The latter [Trout Lake] is a beautiful sheet of water, eleven miles in length and averaging 3/4 mile in width. Good fishing can be obtained, the lake and tributary waters being plentifully stocked with salmon-trout, bass and muscalunge. The bass fishing is exceptionally good. During the months of July and August, bronze-backed beauties bite well and are often taken weighing 41/2 pounds and over; trout weighing up to 18 pounds have been taken on troll at a depth of from 100 to 150 feet. There are ideal camping sites around Trout Lake.[47]
Although there was still lumbering, and a growing number of resorts and cottages, the impression from reading these guides is that one could canoe and camp through the area freely, and that it was still a wilderness. The railway guides of the period left little doubt that this was exactly the kind of area that sportsmen would enjoy. The following description of the region, taken from a general guide for the Grand Trunk Railway in 1911, is typical of the genre:
The unlimited attractions that are combined in the region known as the Lake Nipissing and French River District are fast becoming known to the sportsman, and each year sees and enormous increase of fishermen and hunters making these confines their objective point. The wild and rugged grandeur of the scenery, the health-giving properties of the atmosphere, the primeval wilderness of the surroundings, and its splendid fishing and hunting grounds are attracting those who do not care for the gayeties of the modern summer resorts, but prefer the untrodden forests and the pleasures to be derived in outdoor life.

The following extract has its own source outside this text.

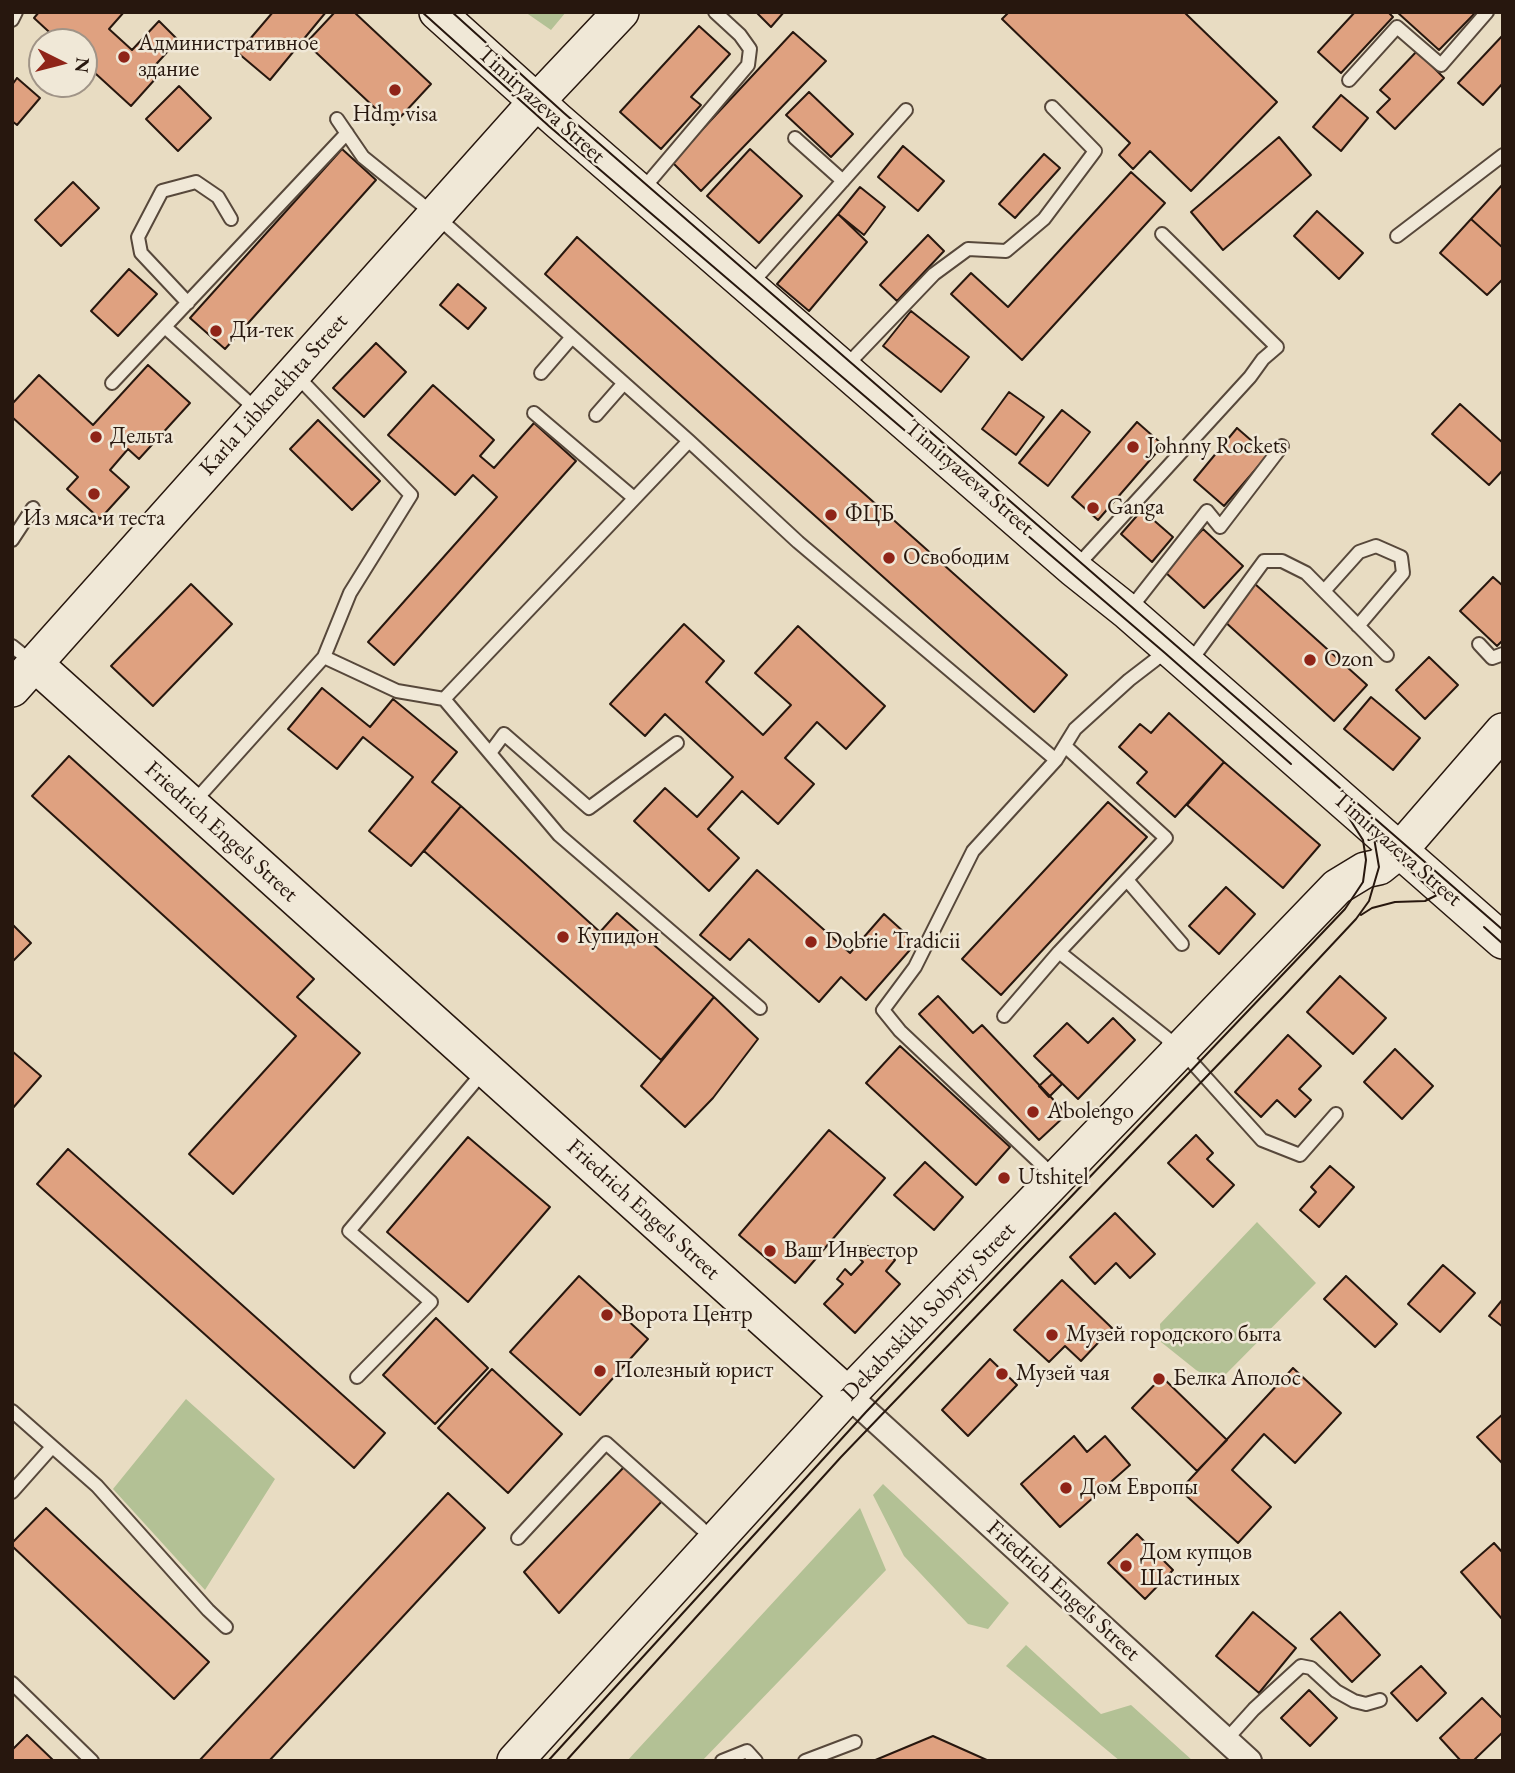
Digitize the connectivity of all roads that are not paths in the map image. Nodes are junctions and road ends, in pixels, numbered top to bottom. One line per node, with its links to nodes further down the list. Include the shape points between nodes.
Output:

North Bay, on the line of the Grand Trunk, 227 miles north of Toronto, is the starting point for this magnificent locality, and the splendid train service operated by this company makes the district easy of access. Steamer is taken from North Bay for the head of the French River, twenty miles distant, at which point canoes or boats are taken for the trip down the river as far as the tourist or sportsman desires, even to the Georgian Bay. The fishing in this district is without a peer in the northern country, the gamiest of the gamy species of the finny kingdom simply predominating in the waters of the region. Maskinonge, ranging from fifteen to thirty pounds, black bass running up to six pounds, and pickerel tipping the scales at fifteen pounds are numerous, and at any time during the open season a ‘rattling’ fine day’s sport can be had. During the hunting season, deer and other large game abound.[48]

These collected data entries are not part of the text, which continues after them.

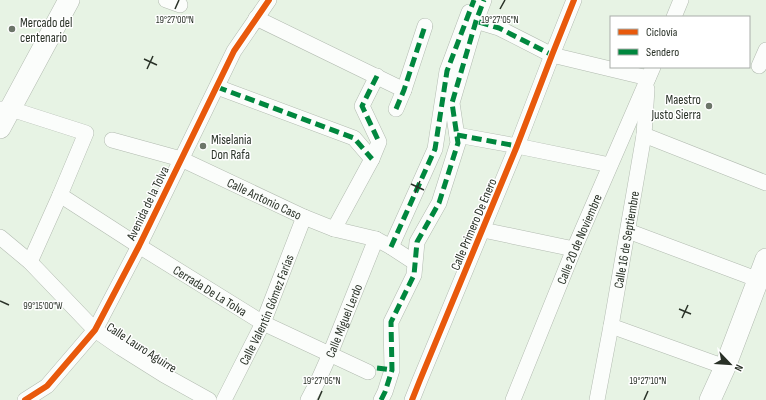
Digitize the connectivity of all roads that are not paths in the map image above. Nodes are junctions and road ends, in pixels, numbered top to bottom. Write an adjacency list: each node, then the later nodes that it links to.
1 (69, 0): 20 (street)
2 (269, 0): 8 (street, Avenida de la Tolva)
3 (474, 0): 40 (street)
4 (484, 0): 23 (street)
5 (574, 0): 12 (street)
6 (681, 0): 7 (street)
7 (674, 16)
8 (256, 18): 17 (street); 18 (street, Avenida de la Tolva)
9 (479, 22): 12 (street)
10 (425, 26): 19 (street)
11 (766, 50): 14 (street)
12 (552, 55): 13 (street); 26 (street, Calle Primero De Enero)
13 (610, 66)
14 (759, 66)
15 (623, 68): 16 (street)
16 (650, 73): 24 (street, Calle 16 de Septiembre); 29 (street, Calle 20 de Noviembre)
17 (377, 76): 19 (street); 27 (street)
18 (217, 87): 27 (street); 28 (street, Avenida de la Tolva)
19 (404, 90): 21 (street)
20 (5, 109): 22 (street); 31 (street)
21 (396, 109)
22 (0, 128)
23 (457, 135): 26 (street); 43 (street)
24 (644, 135): 30 (street); 35 (street, Calle 16 de Septiembre)
25 (112, 140): 28 (street, Calle Antonio Caso)
26 (517, 146): 29 (street); 34 (street, Calle Primero De Enero)
27 (372, 159): 33 (street)
28 (181, 160): 32 (street, Calle Antonio Caso); 38 (street, Avenida de la Tolva)
29 (610, 165): 39 (street, Calle 20 de Noviembre)
30 (766, 183)
31 (60, 196): 38 (street, Cerrada De La Tolva); 42 (street)
32 (304, 217): 33 (street, Calle Antonio Caso); 45 (street, Calle Valentín Gómez Farías)
33 (334, 229): 37 (street, Calle Antonio Caso)
34 (483, 230): 39 (street); 56 (street, Calle Primero De Enero)
35 (628, 230): 44 (street); 46 (street, Calle 16 de Septiembre)
36 (0, 237): 42 (street, Calle Lauro Aguirre)
37 (376, 239): 40 (street, Calle Antonio Caso); 48 (street, Calle Miguel Lerdo)
38 (139, 246): 45 (street, Cerrada De La Tolva); 47 (street, Avenida de la Tolva)
39 (574, 249): 57 (street, Calle 20 de Noviembre)
40 (396, 250): 43 (street, Calle Antonio Caso)
41 (766, 259): 44 (street)
42 (30, 262): 47 (street, Calle Lauro Aguirre)
43 (414, 262): 50 (street)
44 (759, 280): 49 (street)
45 (263, 323): 48 (street, Cerrada De La Tolva); 53 (street, Calle Valentín Gómez Farías)
46 (611, 326): 49 (street); 58 (street, Calle 16 de Septiembre)
47 (95, 330): 51 (street, Avenida de la Tolva); 52 (street, Calle Lauro Aguirre)
48 (330, 354): 50 (street, Cerrada De La Tolva); 54 (street, Calle Miguel Lerdo)
49 (725, 367): 59 (street)
50 (392, 370): 55 (street)
51 (25, 400)
52 (209, 400)
53 (224, 400)
54 (308, 400)
55 (382, 400)
56 (412, 400)
57 (513, 400)
58 (597, 400)
59 (710, 400)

This text illustrates the contemporary view of a sportsman’s paradise. Historians generally agree that sportsmen were looking for challenges that would test or demonstrate their masculinity. While big game hunting in the west might be the ideal experience, and American President Theodore Roosevelt the ideal sportsman, a holiday in northern Ontario to fish, hunt, or canoe was more attainable, both physically and financially, to the businessmen and professionals who had only a week or two at most to enjoy such a holiday. The railways that would get them there helped to construct the image of northern Ontario generally, and the Lake Nipissing area in particular, as a sportsman’s paradise.
Chapter 3
Campfire Stories and the Experience of Place
The Stories and Photographs
The sportsmen who made their way to the wilderness areas of northern Ontario at the turn of the nineteenth century wanted to get away from the city, but they were not necessarily looking for solitude. Most arrived in the company of other men, friends, or fellow members of fishing or hunting clubs. These adventures were social in nature, and telling stories around the campfire at night was an important part of the experience. Practical jokes and nicknames for the duration of the trip were common as well. For hunters, bringing home a trophy was important, but fishermen were often satisfied if they could get a photograph of themselves with the “big one” they caught. Their stories continued to be told well after the trip was over. Anticipation and retrospection were as much part of the experience as the trip itself, but it was the actual experience that gave these meaning.[1]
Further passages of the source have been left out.